Instructions to follow: Could you output exactly the lines from the one containing "middle pip: (302, 713)" through the end of the records below, and nothing more?

Body or hand keypoint data:
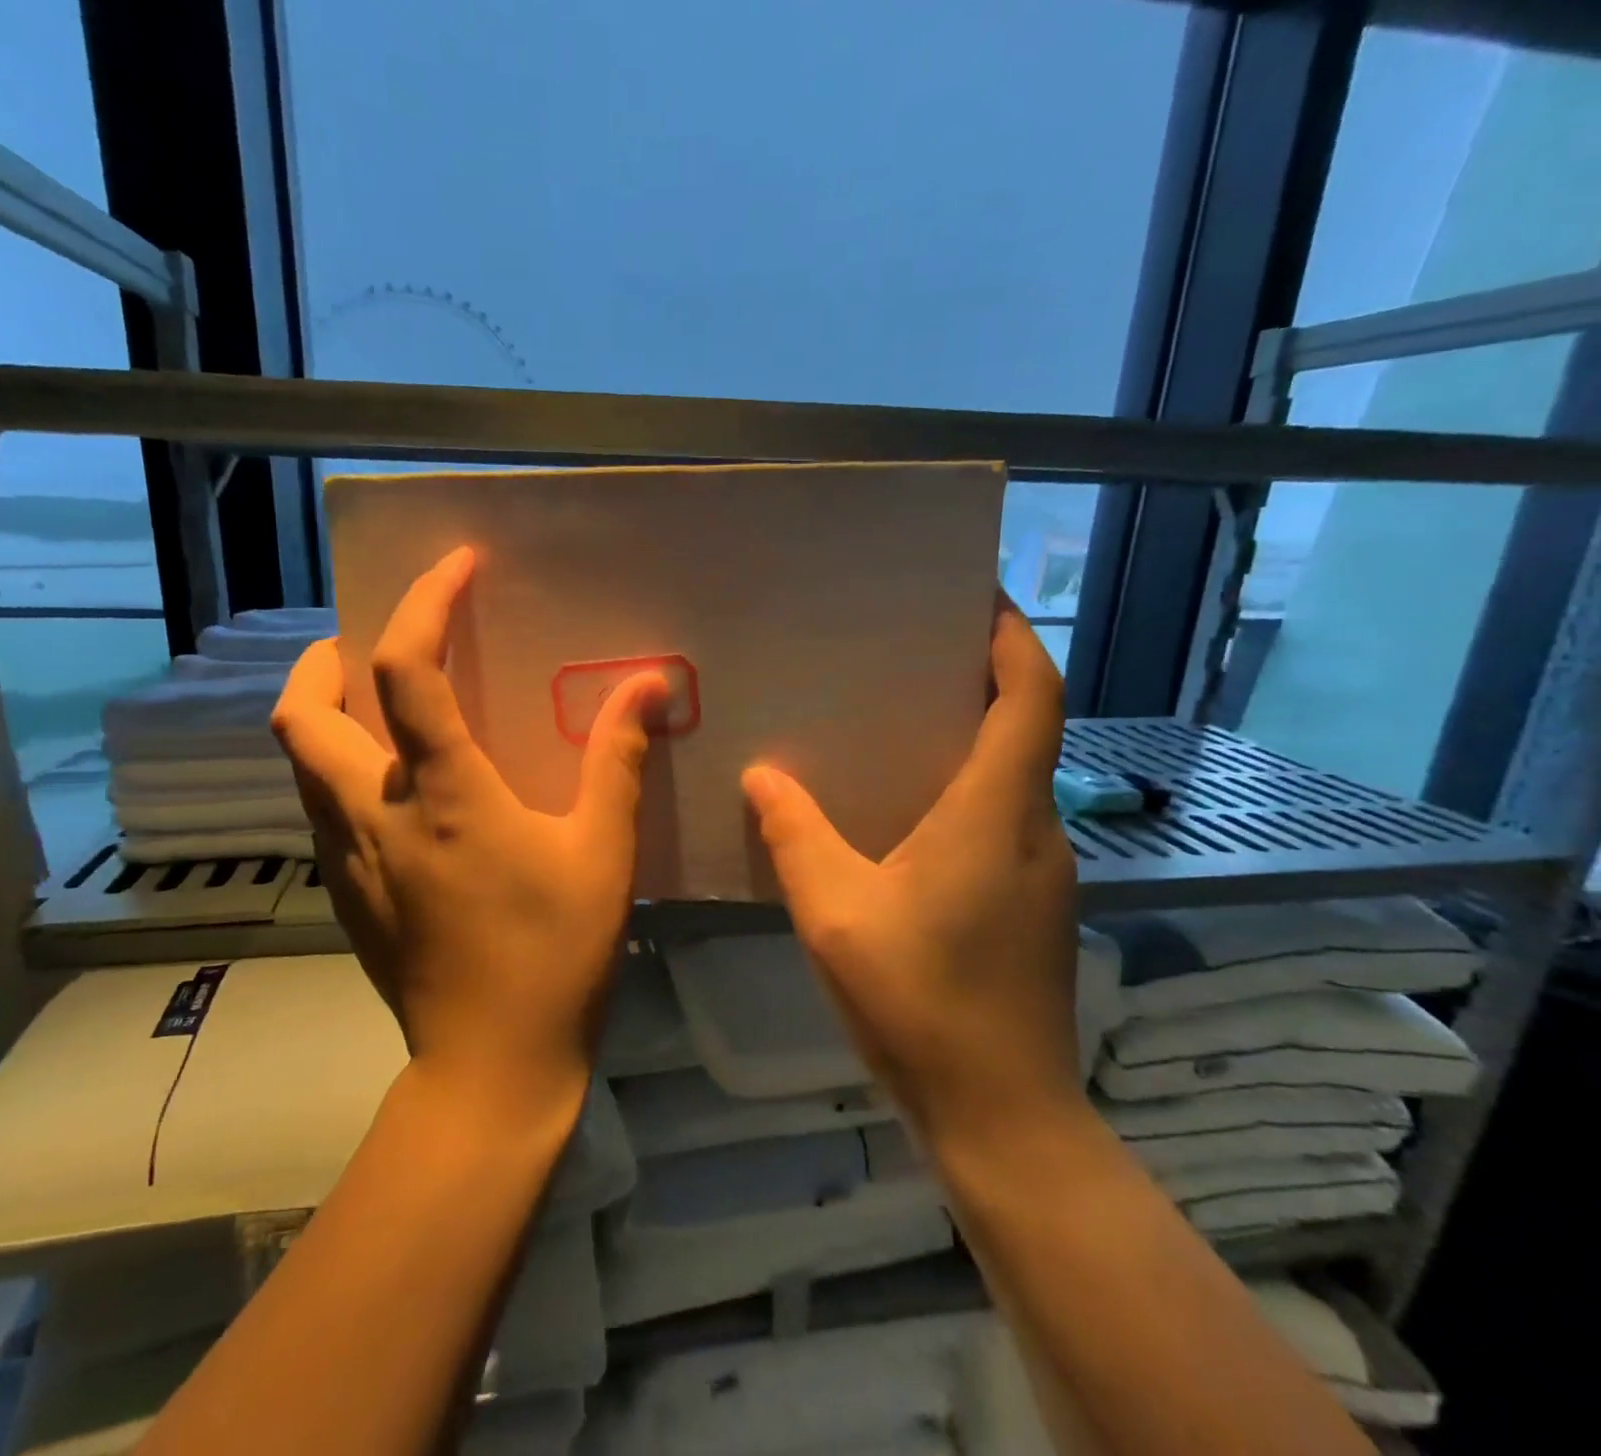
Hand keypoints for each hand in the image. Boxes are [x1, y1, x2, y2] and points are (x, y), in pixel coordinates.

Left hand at [271, 547, 667, 1116]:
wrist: (491, 1067)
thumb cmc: (554, 954)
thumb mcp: (603, 852)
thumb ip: (619, 761)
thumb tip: (648, 686)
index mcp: (441, 794)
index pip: (406, 670)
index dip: (424, 603)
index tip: (455, 566)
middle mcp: (372, 814)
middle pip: (302, 713)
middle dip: (323, 659)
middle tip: (371, 645)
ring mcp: (346, 859)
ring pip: (299, 762)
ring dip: (324, 713)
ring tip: (378, 704)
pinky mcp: (345, 895)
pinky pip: (319, 808)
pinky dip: (338, 770)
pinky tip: (392, 788)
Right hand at [742, 594, 1081, 1145]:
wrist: (1001, 1114)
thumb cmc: (920, 1001)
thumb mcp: (834, 911)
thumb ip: (795, 835)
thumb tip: (762, 776)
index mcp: (995, 812)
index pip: (1031, 696)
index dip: (1013, 638)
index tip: (978, 600)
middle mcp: (1034, 828)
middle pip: (1026, 728)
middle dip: (981, 679)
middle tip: (907, 656)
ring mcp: (1041, 872)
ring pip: (1013, 778)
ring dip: (969, 740)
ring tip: (893, 726)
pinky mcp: (1032, 907)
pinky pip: (1001, 821)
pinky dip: (962, 793)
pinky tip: (900, 817)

Solution to this problem:
middle pip: (302, 713)
middle dip: (323, 659)
middle tip: (371, 645)
ring mcp: (346, 859)
ring pip: (299, 762)
ring dip: (324, 713)
ring tip: (378, 704)
pinky mcp: (345, 895)
pinky pip: (319, 808)
pinky dip: (338, 770)
pinky tip: (392, 788)
Right hand at [742, 594, 1081, 1145]:
wrist: (1001, 1114)
thumb cmc: (920, 1001)
thumb mcp: (834, 911)
thumb ip: (795, 835)
thumb tip: (762, 776)
index mcp: (995, 812)
index pip: (1031, 696)
index dip: (1013, 638)
index tip: (978, 600)
middle mcp: (1034, 828)
middle pip: (1026, 728)
middle dip: (981, 679)
middle tip: (907, 656)
ring mcp: (1041, 872)
ring pip: (1013, 778)
ring dip: (969, 740)
ring tip: (893, 726)
pinky mcp: (1032, 907)
pinky pip: (1001, 821)
pinky dip: (962, 793)
pinky tip: (900, 817)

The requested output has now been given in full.